Supporting the Arts in Western Massachusetts and Beyond

March 30, 2019

REVIEW: Hartford Stage, Jeeves & Wooster in Perfect Nonsense

Hartford Stage, Hartford, CT
through April 20, 2019
by R.E. Smith

It may be a familiar cliché, but it could not be more appropriate: from the moment the curtain goes up on “Jeeves & Wooster in Perfect Nonsense” absolute hilarity ensues.

Photo by T, Charles Erickson
Based on the works of renowned British humorist P.G. Wodehouse, this show within a show has young English gentlemen, and member of the “idle rich,” Bertie Wooster, staging a one-man show. Quickly realizing that such a project requires a lot of concentration (and work) he enlists his faithful “gentleman’s man” Jeeves, to assist. Jeeves, in turn, brings along game but elderly butler Stebbings. As Bertie regales the appreciative audience with his tale, Jeeves and Stebbings act the parts of all the other people Bertie encounters along the way.

Chandler Williams as Bertie Wooster, with his broad smile and jovial demeanor instantly ingratiated himself to the audience. As Bertie tends to be a bit vague, at times his character seemed to be enjoying the show as much as the audience. Looking like a young Colin Firth, with superb clowning skills, he made for a master storyteller as he narrated Bertie’s many misadventures.
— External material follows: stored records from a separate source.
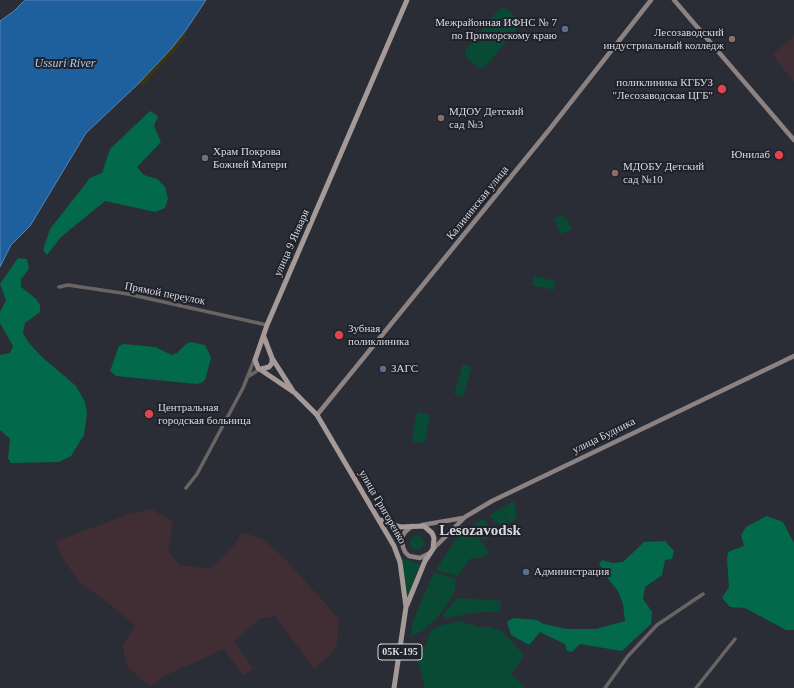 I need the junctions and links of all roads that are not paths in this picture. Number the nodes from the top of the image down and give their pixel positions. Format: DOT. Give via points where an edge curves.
graph roads {
  1 [pos="407,0"];
  2 [pos="651,0"];
  3 [pos="674,0"];
  4 [pos="794,140"];
  5 [pos="59,287"];
  6 [pos="267,325"];
  7 [pos="264,336"];
  8 [pos="794,356"];
  9 [pos="255,357"];
  10 [pos="271,357"];
  11 [pos="261,369"];
  12 [pos="248,377"];
  13 [pos="295,393"];
  14 [pos="318,415"];
  15 [pos="186,488"];
  16 [pos="378,518"];
  17 [pos="465,518"];
  18 [pos="419,525"];
  19 [pos="413,526"];
  20 [pos="393,544"];
  21 [pos="402,547"];
  22 [pos="431,551"];
  23 [pos="400,562"];
  24 [pos="703,594"];
  25 [pos="406,606"];
  26 [pos="735,638"];
  27 [pos="394,688"];
  28 [pos="605,688"];
  29 [pos="696,688"];
  1 -- 6 [label="main road, улица 9 Января"];
  2 -- 14 [label="main road, Калининская улица"];
  3 -- 4 [label="main road"];
  5 -- 6 [label="street, Прямой переулок" via="68,285 128,294"];
  6 -- 7 [label="main road, улица 9 Января"];
  7 -- 9 [label="main road, улица 9 Января"];
  7 -- 10 [label="main road"];
  8 -- 17 [label="main road, улица Будника" via="492,501"];
  9 -- 10 [label="main road" via="262,352"];
  9 -- 11 [label="main road" via="255,363"];
  9 -- 12 [label="street, улица 9 Января"];
  10 -- 11 [label="main road" via="272,363 269,367"];
  10 -- 13 [label="main road"];
  11 -- 12 [label="street"];
  11 -- 13 [label="main road"];
  12 -- 15 [label="street, улица 9 Января" via="197,474"];
  13 -- 14 [label="main road, улица Григоренко"];
  14 -- 16 [label="main road, улица Григоренко"];
  16 -- 19 [label="main road" via="393,526"];
  16 -- 20 [label="main road, улица Григоренко"];
  17 -- 18 [label="main road"];
  17 -- 22 [label="main road, улица Будника"];
  18 -- 19 [label="main road"];
  18 -- 22 [label="main road" via="432,533 434,544"];
  19 -- 21 [label="main road" via="404,532"];
  20 -- 21 [label="main road"];
  20 -- 23 [label="main road, улица Григоренко"];
  21 -- 22 [label="main road" via="414,558 425,556"];
  21 -- 23 [label="main road"];
  22 -- 25 [label="main road, улица Будника"];
  23 -- 25 [label="main road, улица Григоренко"];
  24 -- 28 [label="street" via="657,625 628,656"];
  25 -- 27 [label="main road, улица Григоренко / 05К-195"];
  26 -- 29 [label="street"];
} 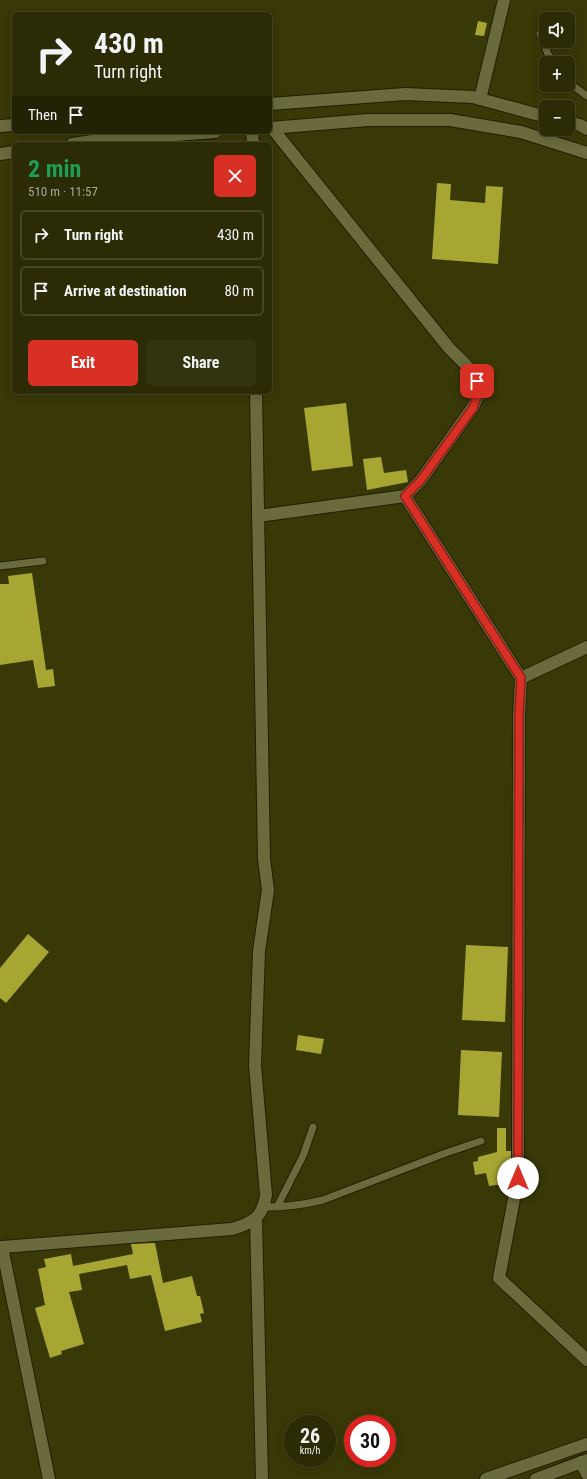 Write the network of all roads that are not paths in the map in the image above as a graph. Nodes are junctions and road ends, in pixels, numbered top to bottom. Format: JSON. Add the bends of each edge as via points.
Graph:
{"nodes":[{"id":1,"x":504,"y":0,"type":"edge"},
{"id":2,"x":575,"y":87,"type":"edge"},
{"id":3,"x":587,"y":96,"type":"edge"},
{"id":4,"x":480,"y":99,"type":"junction"},
{"id":5,"x":272,"y":104,"type":"edge"},
{"id":6,"x":539,"y":114,"type":"edge"},
{"id":7,"x":575,"y":124,"type":"edge"},
{"id":8,"x":12,"y":125,"type":"edge"},
{"id":9,"x":0,"y":126,"type":"edge"},
{"id":10,"x":272,"y":128,"type":"edge"},
{"id":11,"x":272,"y":129,"type":"edge"},
{"id":12,"x":587,"y":129,"type":"edge"},
{"id":13,"x":188,"y":134,"type":"edge"},
{"id":14,"x":86,"y":142,"type":"edge"},
{"id":15,"x":12,"y":152,"type":"edge"},
{"id":16,"x":587,"y":153,"type":"edge"},
{"id":17,"x":0,"y":154,"type":"edge"},
{"id":18,"x":256,"y":394,"type":"edge"},
{"id":19,"x":405,"y":496,"type":"junction"},
{"id":20,"x":258,"y":516,"type":"junction"},
{"id":21,"x":43,"y":561,"type":"dead end"},
{"id":22,"x":0,"y":566,"type":"edge"},
{"id":23,"x":587,"y":647,"type":"edge"},
{"id":24,"x":521,"y":678,"type":"junction"},
{"id":25,"x":313,"y":1127,"type":"dead end"},
{"id":26,"x":480,"y":1141,"type":"dead end"},
{"id":27,"x":264,"y":1207,"type":"junction"},
{"id":28,"x":277,"y":1207,"type":"junction"},
{"id":29,"x":256,"y":1219,"type":"junction"},
{"id":30,"x":1,"y":1247,"type":"edge"},
{"id":31,"x":587,"y":1360,"type":"edge"},
{"id":32,"x":587,"y":1444,"type":"edge"},
{"id":33,"x":584,"y":1461,"type":"edge"},
{"id":34,"x":587,"y":1474,"type":"edge"},
{"id":35,"x":49,"y":1479,"type":"edge"},
{"id":36,"x":262,"y":1479,"type":"edge"},
{"id":37,"x":486,"y":1479,"type":"edge"},
{"id":38,"x":536,"y":1479,"type":"edge"}],
"edges":[{"from":1,"to":4,"type":"street"},
{"from":2,"to":3,"type":"lane"},
{"from":4,"to":5,"type":"street","via":[[405,94]]},
{"from":4,"to":6,"type":"street"},
{"from":7,"to":12,"type":"street"},
{"from":8,"to":9,"type":"street"},
{"from":10,"to":16,"type":"street","via":[[368,120],[450,120],[521,132]]},
{"from":11,"to":19,"type":"street","via":[[440,336],[469,368],[477,381],[478,394],[473,408],[421,480]]},
{"from":13,"to":14,"type":"street"},
{"from":15,"to":17,"type":"street"},
{"from":18,"to":20,"type":"street"},
{"from":19,"to":20,"type":"street"},
{"from":19,"to":24,"type":"street"},
{"from":20,"to":27,"type":"street","via":[[264,859],[268,890],[259,952],[255,1065],[266,1195]]},
{"from":21,"to":22,"type":"lane"},
{"from":23,"to":24,"type":"street"},
{"from":24,"to":31,"type":"street","via":[[518,1178],[499,1278]]},
{"from":25,"to":28,"type":"lane","via":[[303,1156]]},
{"from":26,"to":28,"type":"lane","via":[[323,1200]]},
{"from":27,"to":28,"type":"lane"},
{"from":27,"to":29,"type":"street"},
{"from":29,"to":30,"type":"street","via":[[247,1225],[232,1229]]},
{"from":29,"to":36,"type":"street"},
{"from":30,"to":35,"type":"street"},
{"from":32,"to":37,"type":"street"},
{"from":33,"to":34,"type":"street"},
{"from":33,"to":38,"type":"street"}]}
Arnie Burton, as Jeeves, (and a stuffy judge, and a expert on newts and TWO romantically inclined young ladies!) could convey an entire performance with his facial expressions alone. Unflappable manservant, blowsy paramour and blustery barrister all portrayed perfectly with elastic voice work, energetic eyes and moustache with a mind of its own.

Finally, Eddie Korbich as Stebbings (and an overbearing Aunt, and a Scottish butler and a violence prone dictator) completes the “three hander”, delighting with expert physical shtick, fully committing all his resources to the endless silliness.

Making its American debut at Hartford Stage the show is directed by the original London director, and Olivier Award winner for it, Sean Foley. The madcap pacing never lags, the fast changes from character to character by the same actor are executed flawlessly and every inch of the stage seems to be filled with madcap energy at every minute. As the night goes on, Alice Power’s set becomes more and more integral to the proceedings, and practically gets its own laugh-lines. Her costume design is vital to the execution of many of the heartiest laughs. The script has not a single false note or wasted word.

“Jeeves and Wooster in Perfect Nonsense” is truly comedy “perfection”, in which every aspect of the production contributes to the most enjoyable comedic “nonsense” one could ever imagine.